Advanced Data Visualization in R

UC Berkeley Biostatistics seminar

Sara E. Moore
24 February 2015

Download

Intro

You have:

a working knowledge of R,
some familiarity with the usage of ggplot2 (such as what was presented during the 2013 or 2014 UC Berkeley SCF/D-Lab R Bootcamp),
an interest in creating data visualizations in R, both static (mostly using ggplot2) and interactive (using a variety of packages).

Why `ggplot`?

It's pretty.
Its commands are intuitive and "human-readable."
Nearly any graphic can be created, so you can use it for everything and maintain a consistent style.
It has (sort of) built-in support for maps.

Why not `ggplot`?

It's slow.
It won't do some things.
There's a steep learning curve.
~~lattice is better at trellis graphs?~~ Faceting is just as powerful.

Tidy data ^[1]

Each variable forms a column.
Each observation forms a row.
Each type of observational unit forms a table.

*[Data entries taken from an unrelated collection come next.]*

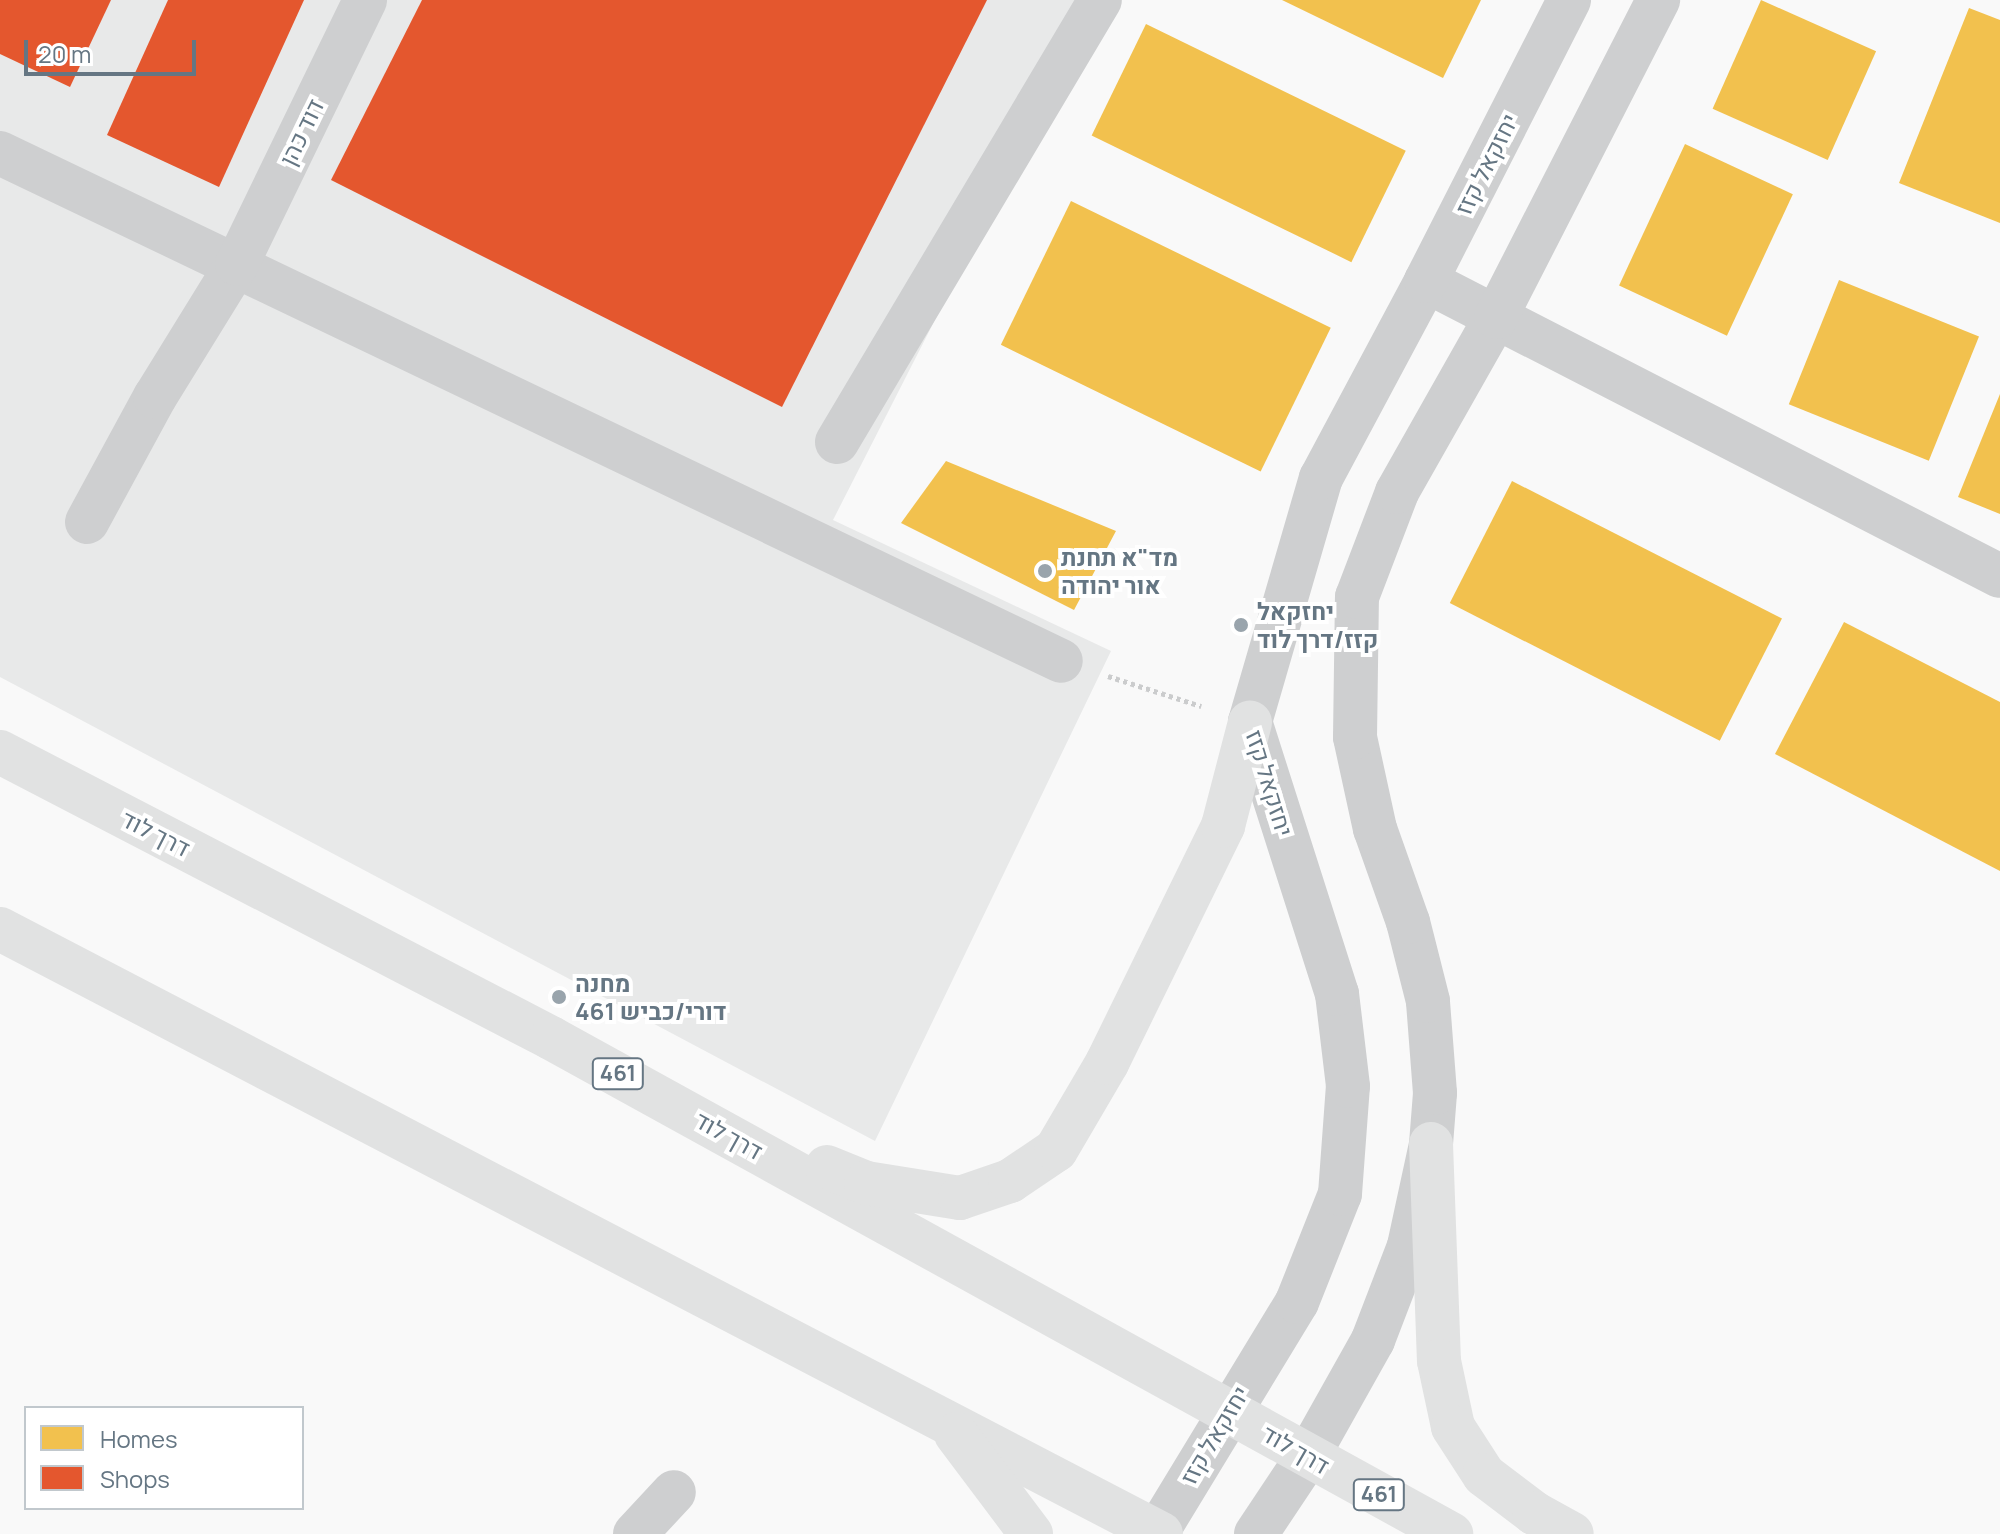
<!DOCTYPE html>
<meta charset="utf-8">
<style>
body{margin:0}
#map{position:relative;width:2000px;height:1534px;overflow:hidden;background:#f9f9f9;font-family:Manrope,Heebo,sans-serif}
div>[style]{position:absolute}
.built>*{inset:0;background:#e8e9e9}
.homes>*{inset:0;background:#f2c14e;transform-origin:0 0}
.shops>*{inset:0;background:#e4572e}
.path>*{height:5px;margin-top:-2.5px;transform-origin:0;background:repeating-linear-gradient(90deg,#cbcccd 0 4px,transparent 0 8px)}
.minor>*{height:44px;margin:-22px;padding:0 22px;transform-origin:22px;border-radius:22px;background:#cecfd0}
.major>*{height:44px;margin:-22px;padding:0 22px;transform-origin:22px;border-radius:22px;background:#e1e2e2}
.dots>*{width:22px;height:22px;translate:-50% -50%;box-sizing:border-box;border:4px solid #fff;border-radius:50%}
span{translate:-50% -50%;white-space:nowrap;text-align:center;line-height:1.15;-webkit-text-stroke:8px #fff;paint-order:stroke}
.shield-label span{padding:2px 6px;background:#fff;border:2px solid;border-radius:6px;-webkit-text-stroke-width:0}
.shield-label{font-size:22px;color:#657683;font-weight:700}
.street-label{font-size:24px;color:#657683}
.poi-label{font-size:24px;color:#657683;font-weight:700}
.left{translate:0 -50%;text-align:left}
.legend{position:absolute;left:24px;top:1406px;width:280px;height:104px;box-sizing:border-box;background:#fff;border:2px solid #c1c8cd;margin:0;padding:10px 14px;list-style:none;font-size:24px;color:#657683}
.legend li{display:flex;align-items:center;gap:16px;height:40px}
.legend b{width:40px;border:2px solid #c1c8cd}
.scale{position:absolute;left:24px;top:40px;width:172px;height:36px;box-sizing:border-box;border:4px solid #657683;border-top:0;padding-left:10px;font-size:24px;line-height:28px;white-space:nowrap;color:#657683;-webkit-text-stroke:6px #fff;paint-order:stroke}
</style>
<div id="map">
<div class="built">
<i style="clip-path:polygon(0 0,1098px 0,833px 520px,1111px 651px,875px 1141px,0 677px)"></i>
</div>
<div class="homes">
<i style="clip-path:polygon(1282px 0,1481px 0,1443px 78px)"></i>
<i style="left:1761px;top:0;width:126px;height:119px;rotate:24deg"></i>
<i style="clip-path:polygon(1969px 8px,2000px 20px,2000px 223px,1899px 183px)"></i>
<i style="left:1146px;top:24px;width:289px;height:124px;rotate:26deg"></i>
<i style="left:1685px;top:144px;width:119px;height:156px;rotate:25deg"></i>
<i style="left:1071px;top:201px;width:289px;height:160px;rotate:26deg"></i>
<i style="left:1839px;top:280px;width:151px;height:134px;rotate:22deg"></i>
<i style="clip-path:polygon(2000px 394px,2000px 514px,1958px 497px)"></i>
<i style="clip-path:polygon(946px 461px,1116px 531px,1074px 610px,901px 523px)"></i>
<i style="left:1512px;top:481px;width:303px;height:137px;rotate:27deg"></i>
<i style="clip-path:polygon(1844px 622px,2000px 702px,2000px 871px,1775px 754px)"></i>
</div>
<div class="shops">
<i style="clip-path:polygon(0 0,111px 0,70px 87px,0 54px)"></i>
<i style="clip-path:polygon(168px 0,304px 0,219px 187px,107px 135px)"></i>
<i style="clip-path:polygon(422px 0,987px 0,782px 407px,331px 180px)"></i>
</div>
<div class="path">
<i style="left:1108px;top:676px;width:98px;rotate:17.9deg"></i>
</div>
<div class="minor">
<i style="left:0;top:153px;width:1176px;rotate:25.58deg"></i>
<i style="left:1426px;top:281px;width:645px;rotate:27.2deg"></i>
<i style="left:837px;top:442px;width:514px;rotate:-59.25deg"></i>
<i style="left:87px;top:522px;width:142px;rotate:-61.5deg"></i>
<i style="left:155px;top:397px;width:156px;rotate:-58.3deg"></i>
<i style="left:237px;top:264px;width:293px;rotate:-64.1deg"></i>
<i style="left:635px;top:1534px;width:57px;rotate:-47.1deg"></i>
<i style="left:1156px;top:1534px;width:271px;rotate:-58.7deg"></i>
<i style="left:1297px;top:1302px;width:116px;rotate:-68.3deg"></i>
<i style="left:1340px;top:1194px;width:108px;rotate:-85.8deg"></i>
<i style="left:1348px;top:1086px;width:93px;rotate:-96.8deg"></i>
<i style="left:1337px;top:994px;width:286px;rotate:-107.7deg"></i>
<i style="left:1250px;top:722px;width:254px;rotate:-73.8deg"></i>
<i style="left:1321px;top:478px;width:223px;rotate:-61.9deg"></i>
<i style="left:1426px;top:281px;width:315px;rotate:-63deg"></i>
<i style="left:1256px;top:1534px;width:94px;rotate:-56.3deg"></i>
<i style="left:1308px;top:1456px;width:133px;rotate:-60.7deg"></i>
<i style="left:1373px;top:1340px;width:101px;rotate:-69deg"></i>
<i style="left:1409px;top:1246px;width:104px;rotate:-77.8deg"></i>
<i style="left:1431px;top:1144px;width:51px;rotate:-85.5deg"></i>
<i style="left:1435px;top:1093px;width:92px;rotate:-94.4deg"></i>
<i style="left:1428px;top:1001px;width:81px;rotate:-104.2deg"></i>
<i style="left:1408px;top:922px;width:99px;rotate:-109.5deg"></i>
<i style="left:1375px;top:829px;width:94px;rotate:-102.3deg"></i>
<i style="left:1355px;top:737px;width:140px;rotate:-89.2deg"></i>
<i style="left:1357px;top:597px;width:112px;rotate:-69.1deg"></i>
<i style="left:1397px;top:492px;width:201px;rotate:-60.5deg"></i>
<i style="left:1496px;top:317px;width:356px;rotate:-62.9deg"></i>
</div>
<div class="major">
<i style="left:0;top:752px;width:621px;rotate:27.43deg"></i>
<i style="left:551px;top:1038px;width:1028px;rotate:28.86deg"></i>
<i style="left:0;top:929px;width:1309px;rotate:27.52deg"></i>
<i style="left:1431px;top:1144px;width:217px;rotate:87.9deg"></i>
<i style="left:1439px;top:1361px;width:67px;rotate:78deg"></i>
<i style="left:1453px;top:1427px;width:57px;rotate:57.1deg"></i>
<i style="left:1484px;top:1475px;width:63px;rotate:37.2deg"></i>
<i style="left:1534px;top:1513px;width:43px;rotate:28.9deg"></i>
<i style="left:827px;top:1167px;width:42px;rotate:22.3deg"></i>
<i style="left:866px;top:1183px;width:95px;rotate:9.1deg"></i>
<i style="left:960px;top:1198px;width:53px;rotate:-18.8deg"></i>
<i style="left:1010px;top:1181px;width:55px;rotate:-34deg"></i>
<i style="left:1056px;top:1150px;width:101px;rotate:-59.6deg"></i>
<i style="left:1107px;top:1063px;width:264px;rotate:-63.9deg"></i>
<i style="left:1223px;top:826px;width:107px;rotate:-75.4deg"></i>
<i style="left:956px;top:1434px;width:125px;rotate:53.1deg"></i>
</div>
<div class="dots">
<i style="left:1045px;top:571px;background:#99a4ac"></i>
<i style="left:1241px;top:625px;background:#99a4ac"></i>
<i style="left:559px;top:997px;background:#99a4ac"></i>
</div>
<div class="shield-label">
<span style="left:618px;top:1074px">461</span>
<span style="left:1379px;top:1495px">461</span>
</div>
<div class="street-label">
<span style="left:301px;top:132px;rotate:-64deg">דוד כהן</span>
<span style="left:1486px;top:164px;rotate:-63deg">יחזקאל קזז</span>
<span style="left:1270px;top:783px;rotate:73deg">יחזקאל קזז</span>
<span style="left:156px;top:833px;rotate:27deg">דרך לוד</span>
<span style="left:729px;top:1135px;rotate:29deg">דרך לוד</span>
<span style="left:1214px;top:1435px;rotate:-59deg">יחזקאל קזז</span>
<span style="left:1296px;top:1449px;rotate:30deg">דרך לוד</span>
</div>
<div class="poi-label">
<span class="left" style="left:1061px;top:571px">מד"א תחנת<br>אור יהודה</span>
<span class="left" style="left:1257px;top:625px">יחזקאל<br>קזז/דרך לוד</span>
<span class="left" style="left:575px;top:997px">מחנה<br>דורי/כביש 461</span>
</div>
<ul class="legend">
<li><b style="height:22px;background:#f2c14e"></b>Homes</li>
<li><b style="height:22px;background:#e4572e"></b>Shops</li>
</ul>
<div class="scale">20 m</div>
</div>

The (Layered) Grammar of Graphics ^{[2; 3; 4]}

Move away from using "names" and "chart typologies."
Instead, use "statements" constructed via grammar
Why?
- An infinite number of unique graphics can be created.
- The implementation is DRY ("don't repeat yourself") not WET ("write everything twice" or "we enjoy typing").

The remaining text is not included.